It seems like superhero films have been obsessed with the words “realistic”, “gritty”, and “grounded” for probably the last ten years now, but in a way that has made way to a backlash. The less than welcoming reaction to the brooding Batman V Superman and the positive reaction to the goofy Deadpool proved that maybe a shift in tone is going to be necessary to grab an audience these days. In terms of tone, this is where Suicide Squad succeeds, but aside from that and a few characterizations, that’s about all it can manage.
For those who don’t immediately recognize any character name from the cast immediately, don’t sweat it, as that’s kind of the point of this not so heroic team. They’re meant to be for the most part the B-list and below parts of the DC Comics cannon. In other words, DC and Warner Bros. clearly wanted this to be their take on Guardians of the Galaxy, with rogues fighting the good fight for a reason other than a sense of trying to be heroic. But what this film failed to learn from that far superior film is that the reason we cared about Star Lord, Groot, Rocket Raccoon, and others was not just because they could do some cool stuff and said a snappy line here or there. Guardians took its time to give everyone a bit of characterization to connect with each member of the team. In Suicide Squad, this idea is pretty much dropped after the first act.

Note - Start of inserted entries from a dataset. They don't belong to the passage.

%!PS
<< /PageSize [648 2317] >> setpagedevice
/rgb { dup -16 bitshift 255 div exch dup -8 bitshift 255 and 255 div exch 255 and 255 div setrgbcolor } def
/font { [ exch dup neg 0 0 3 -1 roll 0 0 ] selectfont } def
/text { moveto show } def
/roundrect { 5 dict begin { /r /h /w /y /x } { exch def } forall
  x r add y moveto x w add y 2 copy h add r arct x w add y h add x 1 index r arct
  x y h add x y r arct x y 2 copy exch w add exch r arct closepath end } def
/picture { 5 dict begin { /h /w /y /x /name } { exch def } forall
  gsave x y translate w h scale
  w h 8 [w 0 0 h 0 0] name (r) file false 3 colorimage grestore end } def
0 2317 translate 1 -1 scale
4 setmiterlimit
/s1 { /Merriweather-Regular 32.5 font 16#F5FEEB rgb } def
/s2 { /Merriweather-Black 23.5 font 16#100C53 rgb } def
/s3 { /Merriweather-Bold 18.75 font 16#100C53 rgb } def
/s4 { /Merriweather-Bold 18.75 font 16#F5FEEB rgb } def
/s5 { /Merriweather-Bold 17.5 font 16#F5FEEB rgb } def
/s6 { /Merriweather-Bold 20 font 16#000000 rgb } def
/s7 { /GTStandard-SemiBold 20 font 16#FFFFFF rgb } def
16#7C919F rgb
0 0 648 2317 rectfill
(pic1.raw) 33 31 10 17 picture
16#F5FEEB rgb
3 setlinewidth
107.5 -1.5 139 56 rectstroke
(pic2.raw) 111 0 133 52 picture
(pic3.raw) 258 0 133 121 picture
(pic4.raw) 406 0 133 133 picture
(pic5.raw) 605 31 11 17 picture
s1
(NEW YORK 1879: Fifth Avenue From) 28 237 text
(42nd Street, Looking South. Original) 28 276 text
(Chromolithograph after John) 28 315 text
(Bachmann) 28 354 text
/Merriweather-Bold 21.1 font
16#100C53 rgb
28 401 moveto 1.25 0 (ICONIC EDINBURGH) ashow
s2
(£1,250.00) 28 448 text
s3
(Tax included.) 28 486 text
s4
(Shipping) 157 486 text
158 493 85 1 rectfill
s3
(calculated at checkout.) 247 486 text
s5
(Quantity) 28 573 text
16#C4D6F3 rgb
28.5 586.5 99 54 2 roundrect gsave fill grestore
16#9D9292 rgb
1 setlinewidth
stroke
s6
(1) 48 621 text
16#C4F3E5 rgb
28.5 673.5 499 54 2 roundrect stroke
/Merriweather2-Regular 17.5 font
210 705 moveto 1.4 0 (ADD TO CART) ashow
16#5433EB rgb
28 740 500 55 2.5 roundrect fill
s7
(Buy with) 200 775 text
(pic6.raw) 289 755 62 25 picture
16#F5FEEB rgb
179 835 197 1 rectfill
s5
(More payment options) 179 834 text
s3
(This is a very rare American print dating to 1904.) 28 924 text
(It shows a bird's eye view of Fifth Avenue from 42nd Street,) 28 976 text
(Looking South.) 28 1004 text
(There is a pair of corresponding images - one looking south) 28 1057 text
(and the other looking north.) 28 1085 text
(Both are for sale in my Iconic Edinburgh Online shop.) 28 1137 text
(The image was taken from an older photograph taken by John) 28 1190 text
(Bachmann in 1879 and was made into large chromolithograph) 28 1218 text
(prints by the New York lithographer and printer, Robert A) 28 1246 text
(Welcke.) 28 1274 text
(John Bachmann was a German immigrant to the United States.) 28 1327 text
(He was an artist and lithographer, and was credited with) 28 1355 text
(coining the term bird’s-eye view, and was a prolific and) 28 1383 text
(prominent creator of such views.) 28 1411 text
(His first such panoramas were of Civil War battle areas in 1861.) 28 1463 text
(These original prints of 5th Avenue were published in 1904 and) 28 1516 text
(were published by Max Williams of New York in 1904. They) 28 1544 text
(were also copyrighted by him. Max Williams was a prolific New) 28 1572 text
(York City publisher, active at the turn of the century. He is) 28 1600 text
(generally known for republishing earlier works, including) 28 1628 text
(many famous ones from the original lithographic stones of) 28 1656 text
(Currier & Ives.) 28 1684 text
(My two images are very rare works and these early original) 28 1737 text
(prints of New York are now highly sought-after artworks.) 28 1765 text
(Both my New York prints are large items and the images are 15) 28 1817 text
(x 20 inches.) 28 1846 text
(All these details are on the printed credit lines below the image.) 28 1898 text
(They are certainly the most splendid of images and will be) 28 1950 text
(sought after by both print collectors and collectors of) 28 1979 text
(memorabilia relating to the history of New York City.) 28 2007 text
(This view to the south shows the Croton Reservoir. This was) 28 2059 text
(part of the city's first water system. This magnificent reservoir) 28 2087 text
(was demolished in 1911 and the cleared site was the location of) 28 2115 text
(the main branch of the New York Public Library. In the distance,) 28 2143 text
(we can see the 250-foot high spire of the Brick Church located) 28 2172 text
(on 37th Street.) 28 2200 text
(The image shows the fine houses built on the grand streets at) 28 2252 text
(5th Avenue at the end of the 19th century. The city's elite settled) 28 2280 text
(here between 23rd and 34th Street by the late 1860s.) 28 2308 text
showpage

The title team is made up of B-list villains and a couple soldiers that we really only find out about through a giant information dump from the team’s commander Amanda Waller, played here by Viola Davis. There is so much of this film that shows only a glimpse of potential at best, but Amanda Waller is fully realized throughout. She’s in charge, willing to kill anyone who gets in her way, and gets her way by any means necessary. Essentially, imagine House of Cards’ Frank Underwood getting so good at scheming that he doesn’t have to stay quiet about his intentions. If only the rest of her team could get as many moments as her. After the quick introduction, no one is really expanded upon and no where is this more apparent than with the handling of Margot Robbie’s Harley Quinn. There are awkward flashbacks put in at odd times to try and let us know about her relationship being the girlfriend of The Batman villain Joker, but it’s so insanely unfocused that every attempt at development feels like a last minute afterthought at best.
I should probably mention the plot at this point, but I can’t be bothered. It seems director and writer David Ayer stopped caring at a certain point too. The basic premise of bad guys being forced to fight battles for the government in firmly established early on, but story telling is pushed aside for a film that just wanted to have as much action as possible in the middle of an abandoned city filled with faceless pawns for a big baddie. This team has one mission and they do it because they are told to. Why and how we the audience should care is given next to little attention and it wouldn’t surprise me if every slow moment develop the team’s dynamics and inner workings was edited out to allow more action scenes to be put in instead. But speaking of editing, there is just something wrong with the pacing of this film. Maybe it’s because what would normally be the last third of a film is dragged out for over an hour. Maybe it’s the repetitive set up of action then brief talking, action then brief talking for the entire film. Maybe it’s the hinted at B-plot of The Joker throwing a wrench in the team’s activities is limited to maybe 5 minutes of the film total. But whatever the problem is, there is no denying this film desperately needed a few more drafts taken care of before it should’ve started filming.
Also, on a personal note, I am done with threats that plan to destroy the entire world. I was pretty much reaching boredom with this in comic book films when the cluttered Avengers: Age of Ultron came out. I was absolutely over it by the time X-Men: Apocalypse arrived. It’s a lazy plot point in this genre, but I have never seen it so lazily thrusted into a film like in Suicide Squad. I’ll try to avoid spoilers, but this film’s villain boils down to an Aztec take on the magic seen in the Thor fans who clearly hates a specific character. You could absolutely have this be a personal battle that presents some grey in a battle, but instead chooses the easy way kill out: kill everyone and everyone because reasons. It cheapens the drama and devolves tension to nothing. I beg you DC and Warner Bros., take a lesson from Captain America: Civil War and make us worried for the players on the stage and not the stage as a whole.
As for the good, I can at least say that even if the bits of character development are minimal, the moments that are there actually work. Nearly everyone is giving a fantastic performance, aside from some over the top antics from Jared Leto’s Joker. I would have no problem seeing another film from this team if they promise to allow Will Smith’s Deadshot just talk with members of his team about anything aside from directing them who and what to fight. I would love to see some more moments from the romance between Margot Robbie’s Harley Quinn and Jared Leto’s Joker. But instead we’re told to simply be entertained by half realized characters fighting in repetitive action scenes to fill a running time that’s a drag to get through. There is potential for a fun yet grounded Guardians of the Galaxy-styled film here, but it looks like we’re going to be waiting until a sequel to hopefully get that film.